Fellow Vanderbilt University Franklin, Tennessee, United States
Objective: Sickle cell disease (SCD) is an autosomal recessive hemoglobinopathy characterized by hemolytic anemia, intermittent small vessel occlusion, and organ dysfunction. Red blood cell transfusions are a therapeutic mainstay in SCD, which can lead to iron overload and endocrine disease. However, due to diagnostic difficulties and lack of data, there is not a wide consensus in approach. This has led to many practitioners screening for endocrinopathies only once patients are symptomatic. In this study, we implemented a standardized protocol for screening of iron overload and certain endocrinopathies in a single-study cohort of patients with SCD to assess viability in real-world practice and to detect disease prior to significant burden.
Methods: We studied 19 patients diagnosed with SCD or sickle-cell trait (SCT) at a single institution.
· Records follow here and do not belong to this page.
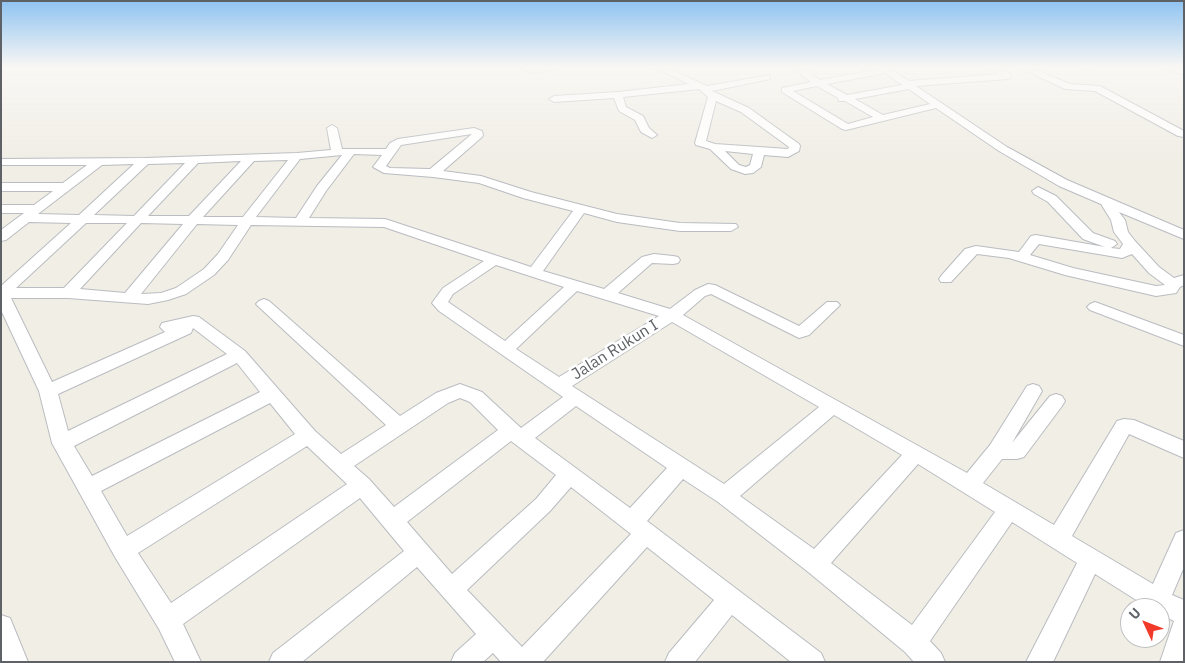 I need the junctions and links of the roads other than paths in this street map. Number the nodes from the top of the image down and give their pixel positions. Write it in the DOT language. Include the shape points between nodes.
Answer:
graph roads {
  1 [pos="571,98"];
  2 [pos="619,98"];
  3 [pos="707,98"];
  4 [pos="722,98"];
  5 [pos="798,98"];
  6 [pos="850,98"];
  7 [pos="927,98"];
  8 [pos="1115,98"];
  9 [pos="554,99"];
  10 [pos="845,99"];
  11 [pos="810,105"];
  12 [pos="937,105"];
  13 [pos="882,118"];
  14 [pos="332,128"];
  15 [pos="1182,134"];
  16 [pos="652,135"];
  17 [pos="714,147"];
  18 [pos="759,151"];
  19 [pos="337,152"];
  20 [pos="351,152"];
  21 [pos="391,152"];
  22 [pos="297,156"];
  23 [pos="250,158"];
  24 [pos="195,159"];
  25 [pos="145,161"];
  26 [pos="1,162"];
  27 [pos="98,162"];
  28 [pos="432,173"];
  29 [pos="1,187"];
  30 [pos="66,187"];
  31 [pos="1038,192"];
  32 [pos="1107,203"];
  33 [pos="581,208"];
  34 [pos="1,209"];
  35 [pos="33,213"];
  36 [pos="82,218"];
  37 [pos="140,218"];
  38 [pos="194,219"];
  39 [pos="248,220"];
  40 [pos="301,220"];
  41 [pos="731,227"];
  42 [pos="1184,235"];
  43 [pos="1,237"];
  44 [pos="1091,242"];
  45 [pos="1127,250"];
  46 [pos="1021,258"];
  47 [pos="496,259"];
  48 [pos="673,260"];
  49 [pos="534,273"];
  50 [pos="946,279"];
  51 [pos="1178,281"];
  52 [pos="575,285"];
  53 [pos="2,293"];
  54 [pos="68,293"];
  55 [pos="607,295"];
  56 [pos="129,298"];
  57 [pos="264,304"];
  58 [pos="832,305"];
  59 [pos="1095,306"];
  60 [pos="672,315"];
  61 [pos="198,323"];
  62 [pos="168,326"];
  63 [pos="1184,341"];
  64 [pos="506,349"];
  65 [pos="239,356"];
  66 [pos="567,391"];
  67 [pos="1033,391"];
  68 [pos="48,392"];
  69 [pos="272,394"];
  70 [pos="1056,401"];
  71 [pos="832,406"];
  72 [pos="398,425"];
  73 [pos="517,435"];
  74 [pos="308,436"];
  75 [pos="62,443"];
  76 [pos="1184,450"];
  77 [pos="997,451"];
  78 [pos="916,453"];
  79 [pos="341,464"];
  80 [pos="681,466"];
  81 [pos="570,474"];
  82 [pos="362,485"];
  83 [pos="969,485"];
  84 [pos="88,488"];
  85 [pos="725,496"];
  86 [pos="1009,509"];
  87 [pos="392,521"];
  88 [pos="639,528"];
  89 [pos="1058,539"];
  90 [pos="1184,540"];
  91 [pos="123,550"];
  92 [pos="419,552"];
  93 [pos="1091,559"];
  94 [pos="816,564"];
  95 [pos="451,590"];
  96 [pos="730,598"];
  97 [pos="1155,598"];
  98 [pos="1159,598"];
  99 [pos="1170,606"];
  100 [pos="1184,613"];
  101 [pos="168,620"];
  102 [pos="1,627"];
  103 [pos="1184,627"];
  104 [pos="493,636"];
  105 [pos="914,643"];
  106 [pos="15,662"];
  107 [pos="188,662"];
  108 [pos="282,662"];
  109 [pos="464,662"];
  110 [pos="519,662"];
  111 [pos="525,662"];
  112 [pos="678,662"];
  113 [pos="812,662"];
  114 [pos="932,662"];
  115 [pos="1039,662"];
  116 [pos="1173,662"];
  1 -- 9 [label="street"];
  2 -- 16 [label="street" via="622,109 640,118 645,130"];
  3 -- 17 [label="street" via="700,143"];
  4 -- 18 [label="street" via="745,110 795,146 794,151 788,154"];
  5 -- 11 [label="street"];
  6 -- 10 [label="street"];
  7 -- 12 [label="street"];
  8 -- 15 [label="street"];
  10 -- 11 [label="street"];
  10 -- 13 [label="street"];
  11 -- 13 [label="street" via="848,127"];
  12 -- 13 [label="street"];
  12 -- 32 [label="street" via="1003,149 1063,183"];
  14 -- 19 [label="street"];
  17 -- 18 [label="street"];
  17 -- 18 [label="street" via="735,167 749,171 755,167"];
  19 -- 20 [label="street"];
  19 -- 22 [label="street"];
  20 -- 21 [label="street"];
  20 -- 40 [label="street"];
  21 -- 28 [label="street" via="380,169"];
  21 -- 28 [label="street" via="394,145 403,141 478,133"];
  22 -- 23 [label="street"];
  22 -- 39 [label="street"];
  23 -- 24 [label="street"];
  23 -- 38 [label="street"];
  24 -- 25 [label="street"];
  24 -- 37 [label="street"];
  25 -- 27 [label="street"];
  25 -- 36 [label="street"];
  26 -- 27 [label="street"];
  27 -- 30 [label="street"];
  28 -- 33 [label="street" via="481,180"];
  29 -- 30 [label="street"];
  30 -- 35 [label="street"];
  31 -- 44 [label="street" via="1055,202"];
  32 -- 42 [label="street"];
  32 -- 45 [label="street" via="1118,220"];
  33 -- 41 [label="street" via="651,224"];
  33 -- 49 [label="street"];
  34 -- 35 [label="street"];
  35 -- 36 [label="street"];
  35 -- 43 [label="street"];
  36 -- 37 [label="street"];
  36 -- 53 [label="street"];
  37 -- 38 [label="street"];
  37 -- 54 [label="street"];
  38 -- 39 [label="street"];
  38 -- 56 [label="street"];
  39 -- 40 [label="street"];
  39 -- 56 [label="street" via="222,258 209,272 188,286 163,297"];
  40 -- 47 [label="street" via="385,223"];
  44 -- 45 [label="street"];
  44 -- 46 [label="street" via="1036,239"];
  45 -- 51 [label="street" via="1135,262"];
  46 -- 50 [label="street" via="973,250"];
  46 -- 51 [label="street" via="1156,291 1171,290"];
  47 -- 49 [label="street"];
  47 -- 64 [label="street" via="448,292 440,303"];
  48 -- 55 [label="street" via="647,260"];
  49 -- 52 [label="street"];
  52 -- 55 [label="street"];
  52 -- 64 [label="street"];
  53 -- 54 [label="street"];
  53 -- 68 [label="street"];
  54 -- 56 [label="street"];
  55 -- 60 [label="street"];
  57 -- 72 [label="street"];
  58 -- 60 [label="street, Jalan Rukun I" via="799,333 711,289 703,290"];
  59 -- 63 [label="street"];
  60 -- 66 [label="street, Jalan Rukun I"];
  60 -- 71 [label="street"];
  61 -- 62 [label="street" via="193,320"];
  61 -- 65 [label="street"];
  61 -- 68 [label="street"];
  64 -- 66 [label="street"];
  65 -- 69 [label="street"];
  65 -- 75 [label="street"];
  66 -- 73 [label="street, Jalan Rukun I"];
  66 -- 80 [label="street"];
  67 -- 77 [label="street"];
  68 -- 75 [label="street"];
  69 -- 74 [label="street"];
  69 -- 84 [label="street"];
  70 -- 77 [label="street" via="1017,451"];
  71 -- 78 [label="street"];
  71 -- 85 [label="street"];
  72 -- 73 [label="street" via="442,398 460,391 476,397"];
  72 -- 79 [label="street"];
  73 -- 81 [label="street"];
  73 -- 87 [label="street, Jalan Rukun I"];
  74 -- 79 [label="street"];
  74 -- 91 [label="street"];
  75 -- 84 [label="street"];
  76 -- 89 [label="street" via="1134,427 1124,426"];
  77 -- 83 [label="street"];
  78 -- 83 [label="street"];
  78 -- 94 [label="street"];
  79 -- 82 [label="street"];
  80 -- 85 [label="street"];
  80 -- 88 [label="street"];
  81 -- 88 [label="street"];
  81 -- 95 [label="street" via="543,505"];
  82 -- 87 [label="street"];
  82 -- 101 [label="street"];
  83 -- 86 [label="street"];
  84 -- 91 [label="street"];
  85 -- 94 [label="street"];
  86 -- 89 [label="street"];
  86 -- 105 [label="street"];
  87 -- 92 [label="street"];
  88 -- 96 [label="street"];
  88 -- 111 [label="street"];
  89 -- 93 [label="street"];
  90 -- 98 [label="street"];
  91 -- 101 [label="street"];
  92 -- 95 [label="street"];
  92 -- 108 [label="street"];
  93 -- 97 [label="street"];
  93 -- 115 [label="street"];
  94 -- 105 [label="street"];
  95 -- 104 [label="street"];
  96 -- 112 [label="street"];
  96 -- 113 [label="street"];
  99 -- 100 [label="street"];
  101 -- 107 [label="street"];
  102 -- 106 [label="street"];
  103 -- 116 [label="street"];
  104 -- 109 [label="street"];
  104 -- 110 [label="street"];
  105 -- 114 [label="street"];
}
Patients had serum testing for ferritin and a metabolic panel at usual clinical visits. Iron overload was diagnosed with serum ferritin levels of at least 1000 ng/mL. If iron overload was detected, additional testing for 25-Hydroxyvitamin D (OHD), Thyroid Stimulating Hormone (TSH), Parathyroid Hormone (PTH), and Insulin-Like Growth Factor-1 (IGF-1) was obtained.
Results: Nineteen patients (12 men and 7 women) were included with a mean age of 32 years old. Twelve patients and seven patients were diagnosed with SCD and SCT, respectively. The average ferritin levels of SCD and SCT patients were 4874 and 270 ng/mL, respectively. Nine patients had ferritin levels greater than 1000 ng/mL, eight of which were diagnosed with SCD, one was diagnosed with SCT, and seven of which were prescribed iron chelation therapy. Of these nine patients, the average random glucose was 103 ng/mL. The average serum calcium corrected for albumin levels was 9.3 ng/mL. Seven of eight patients were found to have low 25-OHD levels with two of four patients showing elevated serum PTH. One of six patients had abnormal thyroid testing, with an elevated TSH and normal free thyroxine. Three of five patients showed abnormal IGF-1 testing, with low IGF-1 levels and low IGF-1 binding protein levels.
Discussion/Conclusion: This study successfully implemented a protocol for screening for endocrinopathies in a cohort of SCD and SCT patients at a single institution. We showed evidence that many patients with iron overload demonstrated abnormalities in 25-OHD, PTH, TSH, and IGF-1. The few studies that have been done to analyze this topic have shown findings of growth failure, osteopenia, hypogonadism, hypothyroidism, and glucose intolerance in SCD and SCT patients. This study did not explore bone disease or sex hormone function due to difficulty in performing these tests and obtaining insurance payor coverage. An additional limitation includes low sample size. However, this study replicates real-world care for these patients due to these barriers, making these methods easily translatable to other clinical settings. Our findings suggest implementation of a standardized protocol for iron overload and endocrinopathy screening in SCD and SCT patients is not only viable but could also detect disease before symptom onset when intervention is more effective.